Date Of Publication: Sep 2010
Isbn13: 978-1-4438-2321-0
Isbn: 1-4438-2321-X
Originating from the 2008 27th annual conference of the Sudan Studies Association (SSA) of the same title, these essays document and analyze Sudan’s chronic history of conflict since independence in 1956 as well as its own and international efforts to bring an end to these conflicts. As the country moves toward what some see as the inevitable separation of South Sudan in 2011 honoring the principle of self-determination long fought for by southerners, the lessons of six decades of a history of war and peace agreements is both telling and compelling.
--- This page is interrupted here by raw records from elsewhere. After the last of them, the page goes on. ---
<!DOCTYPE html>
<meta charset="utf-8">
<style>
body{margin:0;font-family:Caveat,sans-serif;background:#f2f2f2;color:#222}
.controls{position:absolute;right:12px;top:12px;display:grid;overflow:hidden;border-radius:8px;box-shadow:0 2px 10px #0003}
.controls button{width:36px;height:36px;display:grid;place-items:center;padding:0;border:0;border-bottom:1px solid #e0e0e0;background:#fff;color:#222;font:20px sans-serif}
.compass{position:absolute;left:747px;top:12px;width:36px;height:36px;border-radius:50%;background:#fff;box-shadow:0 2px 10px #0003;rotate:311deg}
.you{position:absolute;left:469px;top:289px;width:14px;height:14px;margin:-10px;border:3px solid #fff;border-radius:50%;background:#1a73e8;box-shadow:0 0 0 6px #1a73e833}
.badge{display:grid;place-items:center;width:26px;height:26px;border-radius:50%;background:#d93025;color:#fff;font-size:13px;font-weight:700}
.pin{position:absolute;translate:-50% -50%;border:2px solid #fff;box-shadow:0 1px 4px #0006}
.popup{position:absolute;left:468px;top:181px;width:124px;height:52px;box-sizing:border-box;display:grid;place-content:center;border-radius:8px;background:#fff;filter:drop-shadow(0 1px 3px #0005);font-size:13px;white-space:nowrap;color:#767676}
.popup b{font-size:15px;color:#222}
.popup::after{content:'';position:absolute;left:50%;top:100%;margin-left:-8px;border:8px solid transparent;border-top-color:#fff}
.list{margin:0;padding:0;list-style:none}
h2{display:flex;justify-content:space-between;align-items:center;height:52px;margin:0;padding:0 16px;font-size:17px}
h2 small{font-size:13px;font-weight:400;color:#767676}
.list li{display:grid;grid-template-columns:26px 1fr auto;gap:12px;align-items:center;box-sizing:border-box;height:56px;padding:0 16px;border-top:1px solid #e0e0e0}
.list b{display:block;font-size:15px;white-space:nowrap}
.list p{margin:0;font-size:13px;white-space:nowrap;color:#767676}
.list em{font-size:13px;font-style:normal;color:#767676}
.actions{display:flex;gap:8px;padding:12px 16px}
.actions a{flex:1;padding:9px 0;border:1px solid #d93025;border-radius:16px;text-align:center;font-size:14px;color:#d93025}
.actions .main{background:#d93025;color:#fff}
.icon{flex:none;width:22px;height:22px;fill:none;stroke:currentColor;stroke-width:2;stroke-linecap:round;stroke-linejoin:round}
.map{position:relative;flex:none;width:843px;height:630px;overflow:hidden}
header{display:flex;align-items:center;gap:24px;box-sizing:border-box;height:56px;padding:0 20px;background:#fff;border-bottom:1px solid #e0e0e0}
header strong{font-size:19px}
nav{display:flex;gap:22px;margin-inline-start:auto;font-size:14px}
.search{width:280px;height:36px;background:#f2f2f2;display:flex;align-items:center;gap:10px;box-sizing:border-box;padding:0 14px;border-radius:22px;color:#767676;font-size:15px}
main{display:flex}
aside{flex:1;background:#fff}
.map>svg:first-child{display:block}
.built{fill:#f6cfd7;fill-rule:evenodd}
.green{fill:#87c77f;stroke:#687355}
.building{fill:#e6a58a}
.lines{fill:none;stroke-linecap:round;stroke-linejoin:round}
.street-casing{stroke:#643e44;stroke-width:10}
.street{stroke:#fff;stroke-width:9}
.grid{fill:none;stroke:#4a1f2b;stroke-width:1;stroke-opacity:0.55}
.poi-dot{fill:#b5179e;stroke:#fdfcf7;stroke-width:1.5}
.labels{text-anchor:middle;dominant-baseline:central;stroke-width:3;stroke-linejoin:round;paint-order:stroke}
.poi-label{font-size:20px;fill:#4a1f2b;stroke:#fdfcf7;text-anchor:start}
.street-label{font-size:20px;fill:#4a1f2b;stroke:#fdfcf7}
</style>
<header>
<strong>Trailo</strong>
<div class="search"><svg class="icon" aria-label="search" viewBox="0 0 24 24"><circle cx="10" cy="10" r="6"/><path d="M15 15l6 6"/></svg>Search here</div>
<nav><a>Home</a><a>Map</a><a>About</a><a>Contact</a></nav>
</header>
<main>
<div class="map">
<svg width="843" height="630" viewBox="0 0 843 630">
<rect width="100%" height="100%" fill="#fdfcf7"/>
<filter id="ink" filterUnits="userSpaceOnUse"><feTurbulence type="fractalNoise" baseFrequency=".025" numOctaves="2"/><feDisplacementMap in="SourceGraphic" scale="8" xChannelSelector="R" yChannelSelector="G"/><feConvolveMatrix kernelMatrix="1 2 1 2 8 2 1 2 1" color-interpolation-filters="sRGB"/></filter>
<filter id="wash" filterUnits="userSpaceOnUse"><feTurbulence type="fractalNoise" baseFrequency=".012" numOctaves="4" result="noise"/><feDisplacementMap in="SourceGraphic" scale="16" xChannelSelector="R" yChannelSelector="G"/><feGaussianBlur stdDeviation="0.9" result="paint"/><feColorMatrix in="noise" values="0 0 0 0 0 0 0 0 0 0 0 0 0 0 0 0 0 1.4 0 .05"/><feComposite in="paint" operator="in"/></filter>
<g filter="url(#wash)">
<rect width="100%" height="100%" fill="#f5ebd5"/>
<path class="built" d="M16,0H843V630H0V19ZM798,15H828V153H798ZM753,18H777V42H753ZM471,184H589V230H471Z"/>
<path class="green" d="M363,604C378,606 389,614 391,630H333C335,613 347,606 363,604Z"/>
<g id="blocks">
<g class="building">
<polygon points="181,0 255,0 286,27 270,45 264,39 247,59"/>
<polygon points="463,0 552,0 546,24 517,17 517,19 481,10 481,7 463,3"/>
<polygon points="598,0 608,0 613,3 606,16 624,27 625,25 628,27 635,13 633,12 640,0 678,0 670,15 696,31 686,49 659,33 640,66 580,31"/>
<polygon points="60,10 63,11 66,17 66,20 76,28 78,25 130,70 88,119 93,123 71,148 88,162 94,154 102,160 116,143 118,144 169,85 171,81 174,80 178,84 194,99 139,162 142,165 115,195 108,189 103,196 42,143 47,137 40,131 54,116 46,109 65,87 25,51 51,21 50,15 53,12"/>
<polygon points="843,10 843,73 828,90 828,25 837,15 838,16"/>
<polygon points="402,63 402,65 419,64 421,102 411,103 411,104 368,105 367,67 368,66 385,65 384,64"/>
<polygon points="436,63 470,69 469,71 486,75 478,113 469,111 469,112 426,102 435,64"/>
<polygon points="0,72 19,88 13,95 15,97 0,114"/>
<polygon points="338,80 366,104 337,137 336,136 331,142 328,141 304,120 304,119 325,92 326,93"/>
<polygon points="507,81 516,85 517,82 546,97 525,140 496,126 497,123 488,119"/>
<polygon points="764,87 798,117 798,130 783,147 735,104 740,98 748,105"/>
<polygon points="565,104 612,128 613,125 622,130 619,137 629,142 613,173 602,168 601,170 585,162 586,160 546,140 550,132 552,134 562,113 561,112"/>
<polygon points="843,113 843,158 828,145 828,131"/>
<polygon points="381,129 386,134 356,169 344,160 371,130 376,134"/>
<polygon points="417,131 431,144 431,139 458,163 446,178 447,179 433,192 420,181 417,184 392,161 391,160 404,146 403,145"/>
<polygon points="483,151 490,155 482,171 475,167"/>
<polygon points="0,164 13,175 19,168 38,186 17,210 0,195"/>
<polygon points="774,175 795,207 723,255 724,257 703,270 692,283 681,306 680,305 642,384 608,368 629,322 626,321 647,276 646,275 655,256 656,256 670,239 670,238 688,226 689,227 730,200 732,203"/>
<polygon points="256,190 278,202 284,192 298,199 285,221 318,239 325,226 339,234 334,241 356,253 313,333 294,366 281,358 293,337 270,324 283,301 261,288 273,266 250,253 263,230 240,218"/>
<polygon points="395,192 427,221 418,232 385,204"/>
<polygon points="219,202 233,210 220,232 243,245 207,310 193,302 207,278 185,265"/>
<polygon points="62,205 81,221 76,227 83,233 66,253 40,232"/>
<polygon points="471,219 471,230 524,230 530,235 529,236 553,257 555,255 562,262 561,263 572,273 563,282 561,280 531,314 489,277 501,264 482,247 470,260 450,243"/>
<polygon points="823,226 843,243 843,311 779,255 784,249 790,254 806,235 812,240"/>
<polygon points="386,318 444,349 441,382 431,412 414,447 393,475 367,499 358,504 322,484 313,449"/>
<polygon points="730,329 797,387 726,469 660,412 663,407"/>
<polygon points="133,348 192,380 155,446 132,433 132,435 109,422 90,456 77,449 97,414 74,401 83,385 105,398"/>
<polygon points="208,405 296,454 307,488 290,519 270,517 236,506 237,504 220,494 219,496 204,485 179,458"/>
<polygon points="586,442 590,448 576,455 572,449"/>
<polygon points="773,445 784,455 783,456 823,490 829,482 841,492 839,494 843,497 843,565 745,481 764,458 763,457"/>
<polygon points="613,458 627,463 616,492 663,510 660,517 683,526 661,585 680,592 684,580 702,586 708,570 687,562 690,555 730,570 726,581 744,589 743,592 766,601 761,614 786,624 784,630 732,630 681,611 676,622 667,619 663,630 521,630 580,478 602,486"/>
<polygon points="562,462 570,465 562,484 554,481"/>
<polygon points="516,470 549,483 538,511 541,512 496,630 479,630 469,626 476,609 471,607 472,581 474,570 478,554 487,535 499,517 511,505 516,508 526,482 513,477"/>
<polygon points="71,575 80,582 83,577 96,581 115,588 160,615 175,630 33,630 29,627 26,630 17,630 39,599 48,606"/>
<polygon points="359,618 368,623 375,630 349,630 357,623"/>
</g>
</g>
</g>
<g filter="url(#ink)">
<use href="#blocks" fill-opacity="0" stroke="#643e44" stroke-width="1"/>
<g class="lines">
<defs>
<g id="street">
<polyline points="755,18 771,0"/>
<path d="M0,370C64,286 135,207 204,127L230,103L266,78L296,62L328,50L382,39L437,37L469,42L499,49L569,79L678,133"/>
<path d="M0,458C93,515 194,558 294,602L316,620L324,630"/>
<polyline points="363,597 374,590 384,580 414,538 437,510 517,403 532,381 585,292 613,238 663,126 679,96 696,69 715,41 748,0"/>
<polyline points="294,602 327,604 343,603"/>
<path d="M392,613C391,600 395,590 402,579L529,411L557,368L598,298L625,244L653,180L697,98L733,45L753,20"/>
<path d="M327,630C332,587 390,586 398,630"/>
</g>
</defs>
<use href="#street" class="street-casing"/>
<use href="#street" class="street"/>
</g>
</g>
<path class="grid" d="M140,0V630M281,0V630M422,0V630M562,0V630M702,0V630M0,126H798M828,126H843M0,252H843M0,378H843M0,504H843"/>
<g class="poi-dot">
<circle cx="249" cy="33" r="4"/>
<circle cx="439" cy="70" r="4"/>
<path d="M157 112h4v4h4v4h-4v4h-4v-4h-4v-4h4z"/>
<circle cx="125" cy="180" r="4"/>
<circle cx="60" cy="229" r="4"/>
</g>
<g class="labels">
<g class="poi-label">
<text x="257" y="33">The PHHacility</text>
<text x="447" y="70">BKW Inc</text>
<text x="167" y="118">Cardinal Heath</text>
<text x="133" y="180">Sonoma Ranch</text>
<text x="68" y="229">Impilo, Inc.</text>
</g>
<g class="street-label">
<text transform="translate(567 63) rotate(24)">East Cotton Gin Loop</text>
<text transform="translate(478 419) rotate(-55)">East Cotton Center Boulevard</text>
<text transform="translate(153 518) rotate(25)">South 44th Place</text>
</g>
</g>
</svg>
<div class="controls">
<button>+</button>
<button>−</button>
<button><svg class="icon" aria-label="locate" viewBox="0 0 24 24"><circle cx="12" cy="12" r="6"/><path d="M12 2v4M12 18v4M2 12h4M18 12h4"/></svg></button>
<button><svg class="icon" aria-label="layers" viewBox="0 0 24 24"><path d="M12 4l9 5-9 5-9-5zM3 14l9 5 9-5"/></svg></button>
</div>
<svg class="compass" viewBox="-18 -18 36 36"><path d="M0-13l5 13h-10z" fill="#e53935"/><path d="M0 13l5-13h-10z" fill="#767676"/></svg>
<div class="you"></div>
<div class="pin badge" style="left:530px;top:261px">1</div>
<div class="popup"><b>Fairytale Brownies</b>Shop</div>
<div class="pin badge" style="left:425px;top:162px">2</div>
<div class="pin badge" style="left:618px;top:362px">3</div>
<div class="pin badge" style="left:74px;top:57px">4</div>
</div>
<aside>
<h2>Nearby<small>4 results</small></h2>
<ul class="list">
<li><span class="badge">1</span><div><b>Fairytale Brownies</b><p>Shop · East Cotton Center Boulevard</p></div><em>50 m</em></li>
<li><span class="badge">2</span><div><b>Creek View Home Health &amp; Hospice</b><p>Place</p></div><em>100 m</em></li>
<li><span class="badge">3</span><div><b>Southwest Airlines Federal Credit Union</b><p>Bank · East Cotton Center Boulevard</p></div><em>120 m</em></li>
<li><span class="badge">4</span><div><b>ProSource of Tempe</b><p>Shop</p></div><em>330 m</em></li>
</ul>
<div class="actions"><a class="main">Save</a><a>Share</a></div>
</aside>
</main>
This analysis is offered by the real experts on Sudan rather than the usual story offered by journalists and pundits.

In addition to an Introduction by the editors, all founders or current or past presidents of the SSA, the essays by Sudanese and non-Sudanese explore the often bitter history of North-South relations and loss of life leading to the consideration of a range of options from a continuation of national unity under revised terms, to federation or redivision, to full separation of the South and the constitution of a new African state. The role of the Khartoum government’s pursuit of policies of Islamization and Islamism for a quarter of a century across multiple regimes is also treated. The central question of constructing a sustainable peace, irrespective of the outcome in 2011, is detailed along with the essential consideration of women and gender perspectives to sustain any peace negotiated.

This book is must reading in advance of, or in response to, the crucial events as they unfold in Sudan in 2011 and beyond.


Jay Spaulding is a medievalist by training who writes frequently about precolonial northeast Africa. His books include Kingdoms of the Sudan (with R. S. O’Fahey), After the Millennium, An Islamic Alliance and Een Kennismaking met de Afrikaanse Geschiedenis (with Lidwien Kapteijns), Public Documents from Sinnare (with M. I. Abu Salim) and The Heroic Age in Sinnar.

Stephanie Beswick is an historian of South Sudan and has published numerous articles and recently a monograph—Sudan’s Blood Memory—on the history of the Dinka. She is the President of the Sudan Studies Association and the Director of African Studies at Ball State University, Indiana, USA.

Carolyn Fluehr-Lobban is Professor of Anthropology and African Studies at Rhode Island College, USA. With relevance to Sudan she is the author of Islamic Law and Society in the Sudan and the forthcoming book Shari’a and Islamism in Sudan: Conflcit, Law and Social Transformation, and she is a co-author of the Historical Dictionary of the Sudan and co-editor of Race and Identity in the Nile Valley.

Richard A. Lobban, Jr. is Professor Emeritus and former Chair of Anthropology, Rhode Island College, USA, where he was also the Director of African and African-American Studies. Presently he is Adjunct Professor of African Studies at the Naval War College, while serving as the Executive Director of the Sudan Studies Association. He is co-author of the Historical Dictionary of Sudan and of a recently released book on Sudan Security supported, in part, by a grant from the Office of Naval Research studying conflict in Sudan.